Adele adds MBE to haul of awards
Skyfall singer Adele has added an MBE to her fast-growing collection of awards, while Blackadder favourite Tony Robinson said he was "gobsmacked" at being knighted in this year's Queen's Birthday Honours.
Adele, 25, who found worldwide fame after a friend posted her demo on MySpace in 2006, already has a bulging trophy cabinet, from Brit Awards to Grammys, and most recently an Oscar for her James Bond song.
After becoming a mother in October, she now tops off an eventful few months with an MBE for services to music.
Robinson, famed for his role as long-suffering Baldrick in the Blackadder series, vowed to slaughter dragons and rescue damsels in distress as he was knighted - trumping his co-star Rowan Atkinson who becomes a CBE.
The 66-year-old said he was "thrilled, flattered and a little gobsmacked" to get the honour. Mr Bean star Atkinson, 58, said his CBE came as a "genuine surprise and is a great honour".
Also recognised is Robert Collington, the operations director of the UK's Thames Water's executive team, which was revealed last week to have paid no corporation tax this financial year. He becomes an OBE for "services to consumers" in London and the Thames Valley area, "particularly during drought".
Conservative party donor Michael Hintze, Member of the Order of Australia, was also among those to be given a knighthood, for services to the Arts. The hedge fund tycoon and philanthropist has given more than £1.2 million to the party and attended David Cameron's post-election "thank you" dinner in 2010, the Tories have previously revealed.
MBEs go to singer-songwriter PJ Harvey and singer and broadcaster Aled Jones. Harvey, 43, is the only artist to win the Mercury Prize on two occasions - picking it up for a second time in 2011, 10 years after her first triumph.

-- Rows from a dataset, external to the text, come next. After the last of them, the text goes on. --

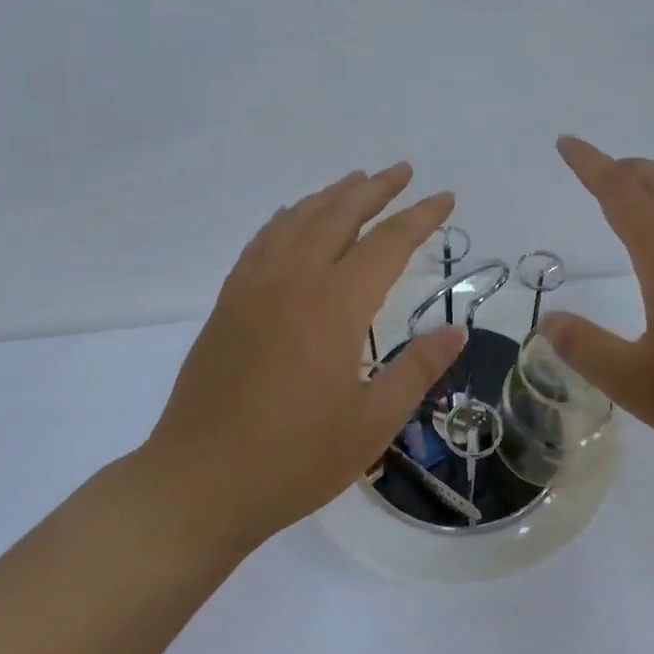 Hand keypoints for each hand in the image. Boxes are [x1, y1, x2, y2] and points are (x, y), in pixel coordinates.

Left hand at [138, 164, 464, 552]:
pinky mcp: (228, 303)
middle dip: (375, 189)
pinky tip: (295, 218)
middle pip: (338, 215)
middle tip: (403, 171)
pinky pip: (262, 241)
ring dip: (331, 196)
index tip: (445, 198)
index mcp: (334, 307)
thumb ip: (416, 370)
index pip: (386, 244)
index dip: (419, 218)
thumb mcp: (371, 424)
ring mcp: (253, 288)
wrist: (199, 482)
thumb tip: (454, 332)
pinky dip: (287, 218)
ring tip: (356, 181)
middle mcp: (292, 282)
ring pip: (297, 221)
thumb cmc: (294, 460) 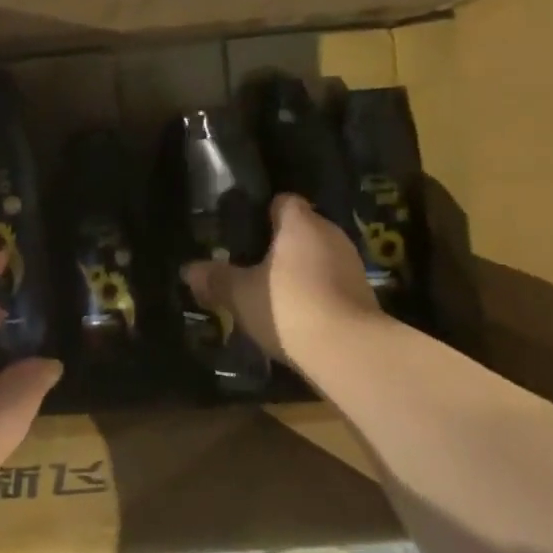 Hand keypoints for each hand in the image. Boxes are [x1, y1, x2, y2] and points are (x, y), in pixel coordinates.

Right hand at [183, 194, 385, 370]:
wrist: (349, 351)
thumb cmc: (289, 306)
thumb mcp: (240, 295)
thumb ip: (215, 279)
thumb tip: (188, 270)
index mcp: (300, 223)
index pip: (283, 201)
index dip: (262, 213)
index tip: (242, 232)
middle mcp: (331, 234)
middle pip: (301, 229)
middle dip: (277, 245)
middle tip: (249, 265)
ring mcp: (352, 263)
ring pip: (317, 256)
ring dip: (298, 270)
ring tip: (270, 292)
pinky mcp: (364, 293)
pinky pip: (331, 282)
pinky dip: (315, 292)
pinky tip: (296, 314) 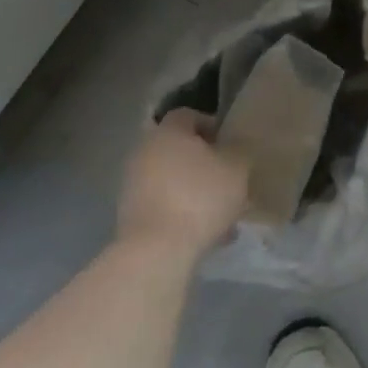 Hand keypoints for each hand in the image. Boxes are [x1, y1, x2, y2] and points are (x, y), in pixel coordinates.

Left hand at [116, 110, 248, 258]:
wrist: (155, 252)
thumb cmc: (200, 197)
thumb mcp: (237, 168)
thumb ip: (238, 152)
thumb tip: (234, 149)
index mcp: (169, 132)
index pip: (188, 115)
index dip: (210, 125)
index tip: (228, 143)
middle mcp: (145, 152)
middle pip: (177, 149)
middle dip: (203, 162)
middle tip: (226, 178)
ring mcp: (132, 186)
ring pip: (171, 180)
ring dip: (193, 190)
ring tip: (221, 213)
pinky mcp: (129, 217)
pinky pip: (162, 206)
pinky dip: (181, 213)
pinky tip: (205, 234) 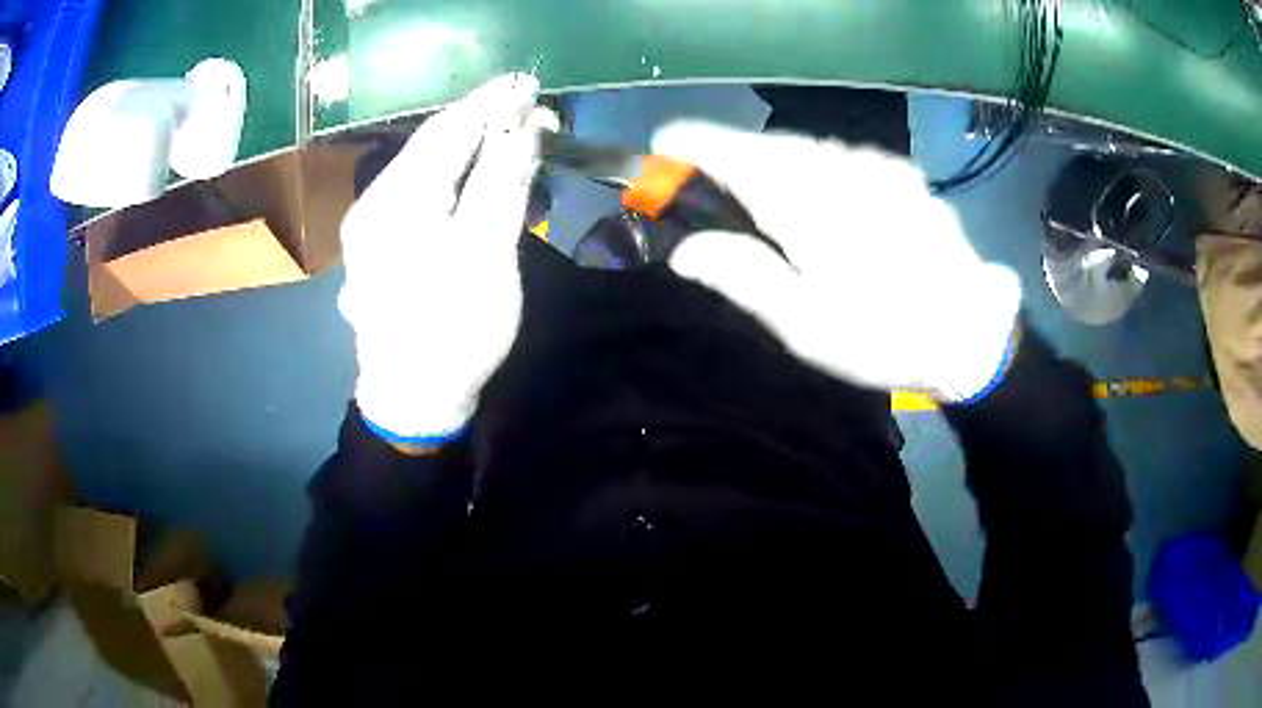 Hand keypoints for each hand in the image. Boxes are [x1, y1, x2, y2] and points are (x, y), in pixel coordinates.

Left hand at [338, 73, 545, 444]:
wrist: (413, 398)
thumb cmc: (454, 330)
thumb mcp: (486, 255)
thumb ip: (502, 183)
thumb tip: (523, 126)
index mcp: (396, 203)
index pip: (447, 132)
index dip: (489, 104)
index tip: (526, 83)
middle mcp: (373, 204)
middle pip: (430, 145)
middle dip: (479, 119)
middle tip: (526, 105)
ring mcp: (370, 226)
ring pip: (423, 167)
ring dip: (466, 144)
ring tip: (507, 130)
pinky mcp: (378, 244)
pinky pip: (417, 192)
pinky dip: (450, 173)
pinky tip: (472, 171)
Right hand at [651, 121, 1021, 401]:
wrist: (971, 332)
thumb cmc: (883, 336)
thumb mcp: (804, 325)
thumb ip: (742, 277)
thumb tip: (686, 250)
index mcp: (806, 200)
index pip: (730, 150)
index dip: (688, 145)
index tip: (660, 153)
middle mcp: (839, 165)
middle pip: (765, 146)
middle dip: (730, 160)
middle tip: (711, 192)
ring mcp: (875, 164)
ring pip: (805, 149)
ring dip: (775, 165)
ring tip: (769, 205)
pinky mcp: (901, 173)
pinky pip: (841, 159)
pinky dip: (817, 170)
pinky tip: (826, 205) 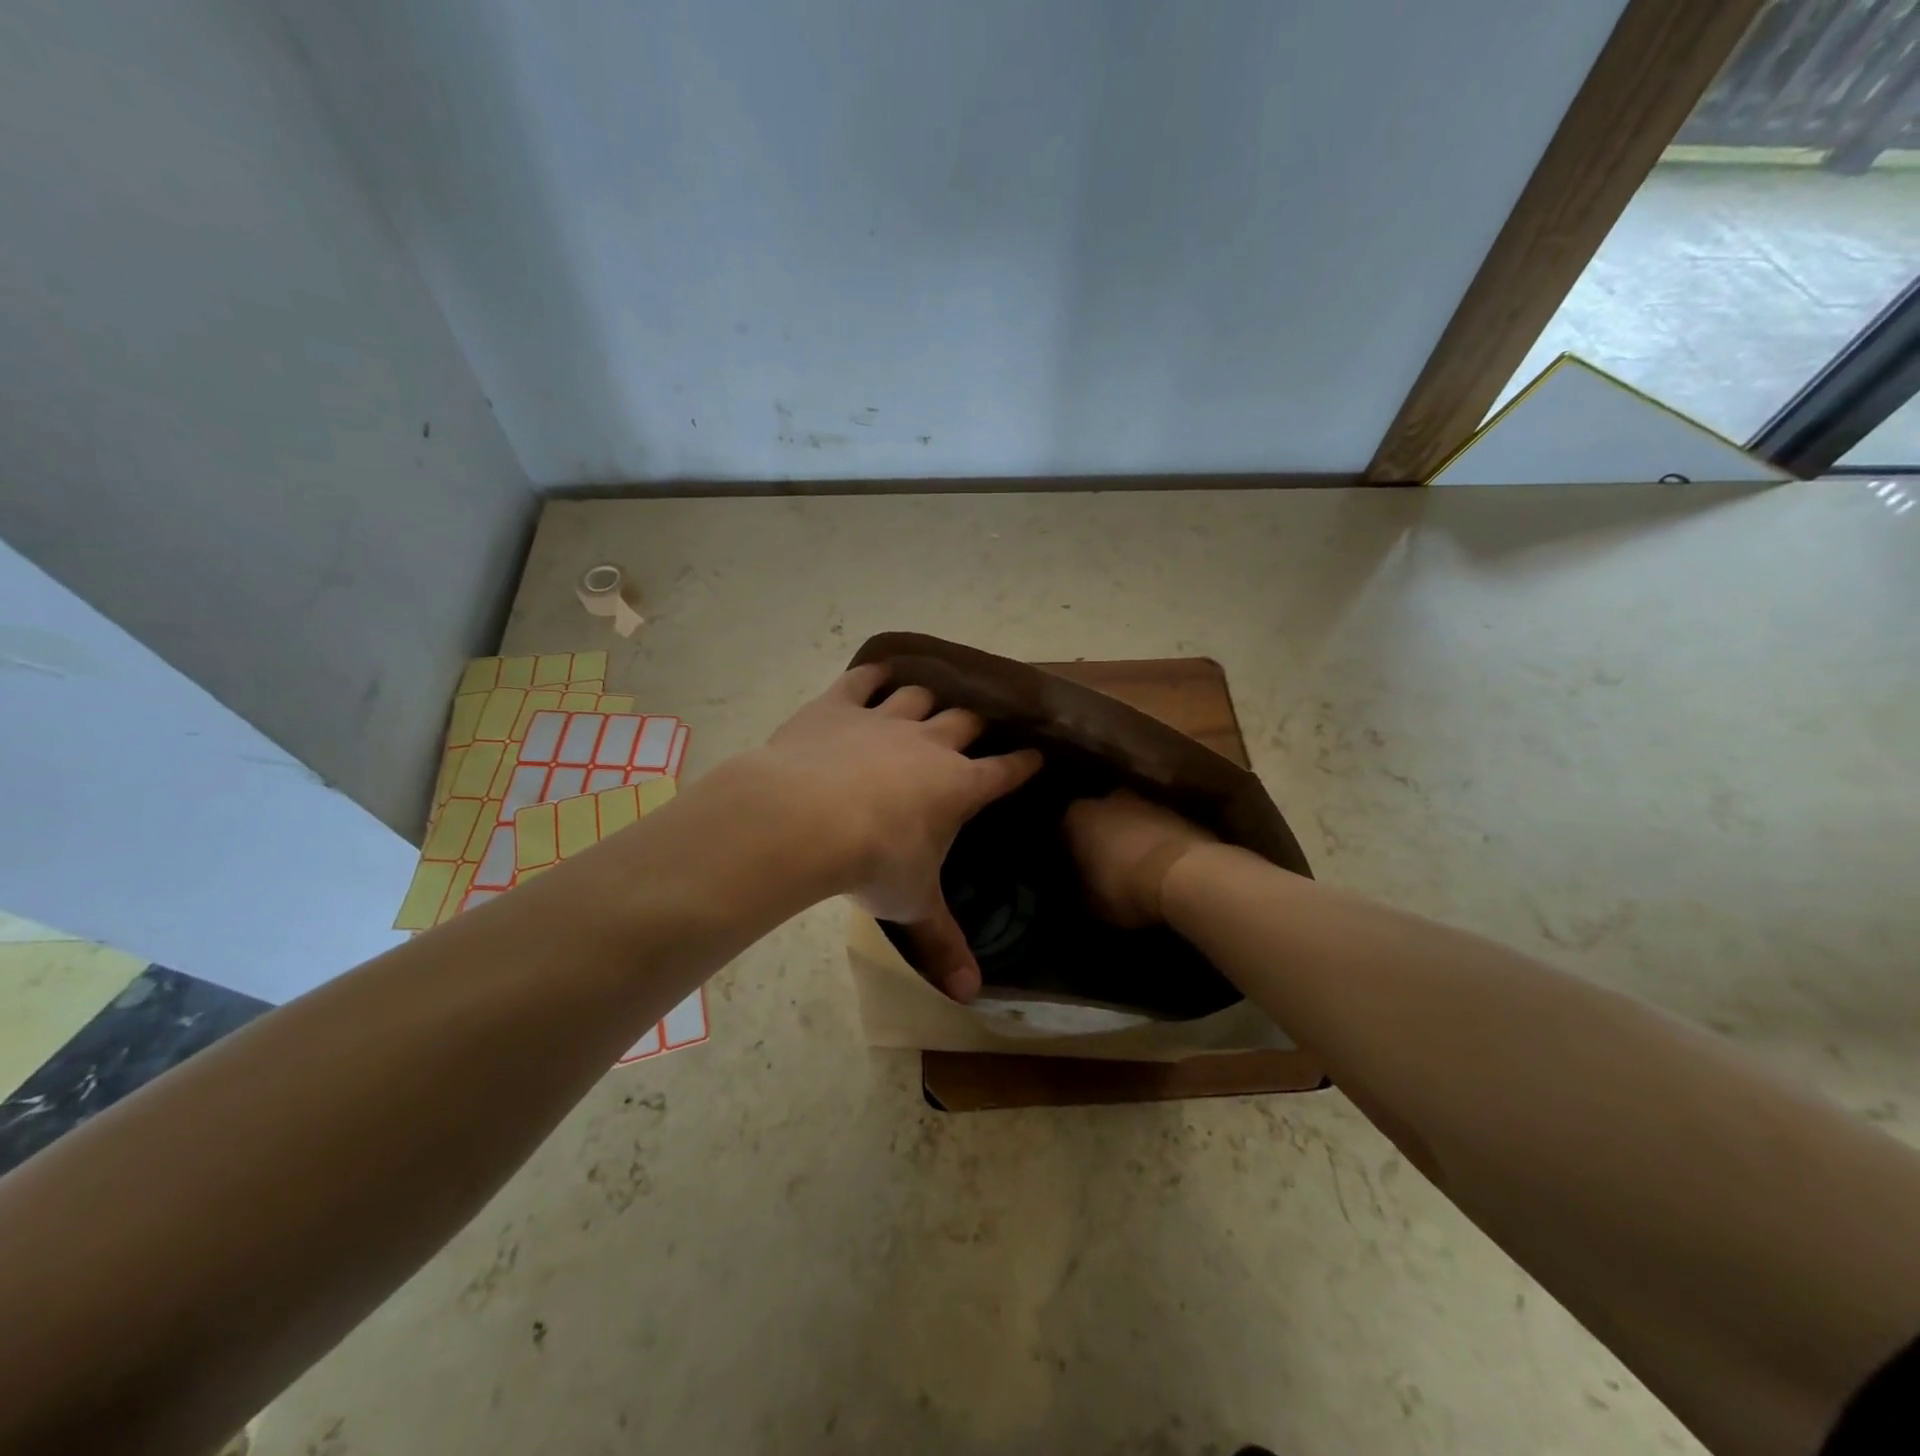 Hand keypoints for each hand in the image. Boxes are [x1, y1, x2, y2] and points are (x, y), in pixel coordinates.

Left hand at [745, 664, 1040, 1001]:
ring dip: (929, 698)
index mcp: (959, 786)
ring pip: (920, 695)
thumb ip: (942, 944)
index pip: (1006, 771)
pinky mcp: (839, 704)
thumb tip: (971, 996)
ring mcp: (885, 718)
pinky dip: (873, 675)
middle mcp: (931, 743)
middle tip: (981, 725)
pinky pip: (863, 680)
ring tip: (931, 701)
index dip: (1024, 763)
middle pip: (967, 722)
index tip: (1037, 755)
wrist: (804, 819)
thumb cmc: (873, 862)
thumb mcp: (912, 905)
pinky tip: (877, 673)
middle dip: (978, 723)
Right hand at [1063, 791, 1215, 927]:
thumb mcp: (1092, 902)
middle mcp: (1108, 799)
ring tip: (1134, 868)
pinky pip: (1156, 829)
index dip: (1068, 852)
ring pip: (1129, 820)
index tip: (1073, 871)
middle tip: (1103, 867)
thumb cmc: (1124, 886)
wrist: (1186, 874)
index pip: (1063, 831)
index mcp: (1077, 816)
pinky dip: (1155, 843)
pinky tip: (1159, 867)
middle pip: (1098, 819)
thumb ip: (1082, 889)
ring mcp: (1146, 802)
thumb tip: (1081, 888)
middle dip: (1100, 838)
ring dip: (1130, 839)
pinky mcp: (1177, 813) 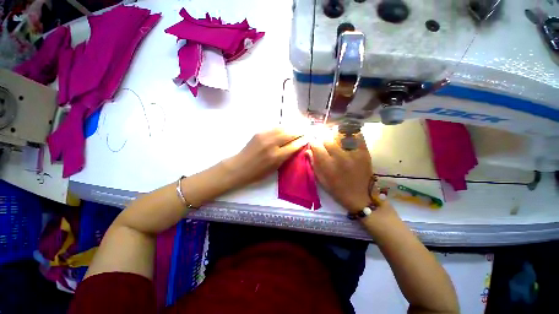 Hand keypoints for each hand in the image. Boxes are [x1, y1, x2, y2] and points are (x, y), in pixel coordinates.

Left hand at [224, 128, 307, 187]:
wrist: (240, 166)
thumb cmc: (258, 173)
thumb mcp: (275, 168)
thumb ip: (286, 157)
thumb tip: (296, 147)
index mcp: (276, 156)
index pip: (294, 146)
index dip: (302, 141)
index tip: (308, 138)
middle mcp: (272, 144)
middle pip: (290, 134)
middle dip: (299, 132)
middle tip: (305, 131)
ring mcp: (265, 136)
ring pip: (283, 128)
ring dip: (292, 128)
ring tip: (298, 128)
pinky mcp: (259, 132)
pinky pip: (274, 128)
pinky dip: (282, 127)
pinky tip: (286, 128)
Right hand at [310, 134, 372, 212]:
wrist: (360, 196)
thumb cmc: (337, 189)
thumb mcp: (321, 180)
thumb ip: (314, 164)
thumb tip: (308, 150)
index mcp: (327, 165)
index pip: (316, 146)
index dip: (313, 143)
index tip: (313, 144)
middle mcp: (339, 157)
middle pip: (327, 139)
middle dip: (322, 140)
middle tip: (324, 143)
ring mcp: (353, 153)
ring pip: (341, 135)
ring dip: (335, 135)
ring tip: (334, 137)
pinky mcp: (364, 152)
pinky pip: (357, 136)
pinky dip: (351, 134)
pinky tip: (347, 136)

The same honour has been bestowed on comedian Rob Brydon, who said he accepted it "for short Welshmen everywhere", and also on actor, director and playwright David Haig and Chocolat author Joanne Harris.
Sports presenter Clare Balding, widely praised for her coverage of London's Olympic and Paralympic Games, described her OBE as the "pinnacle" of a "year of unexpected delights".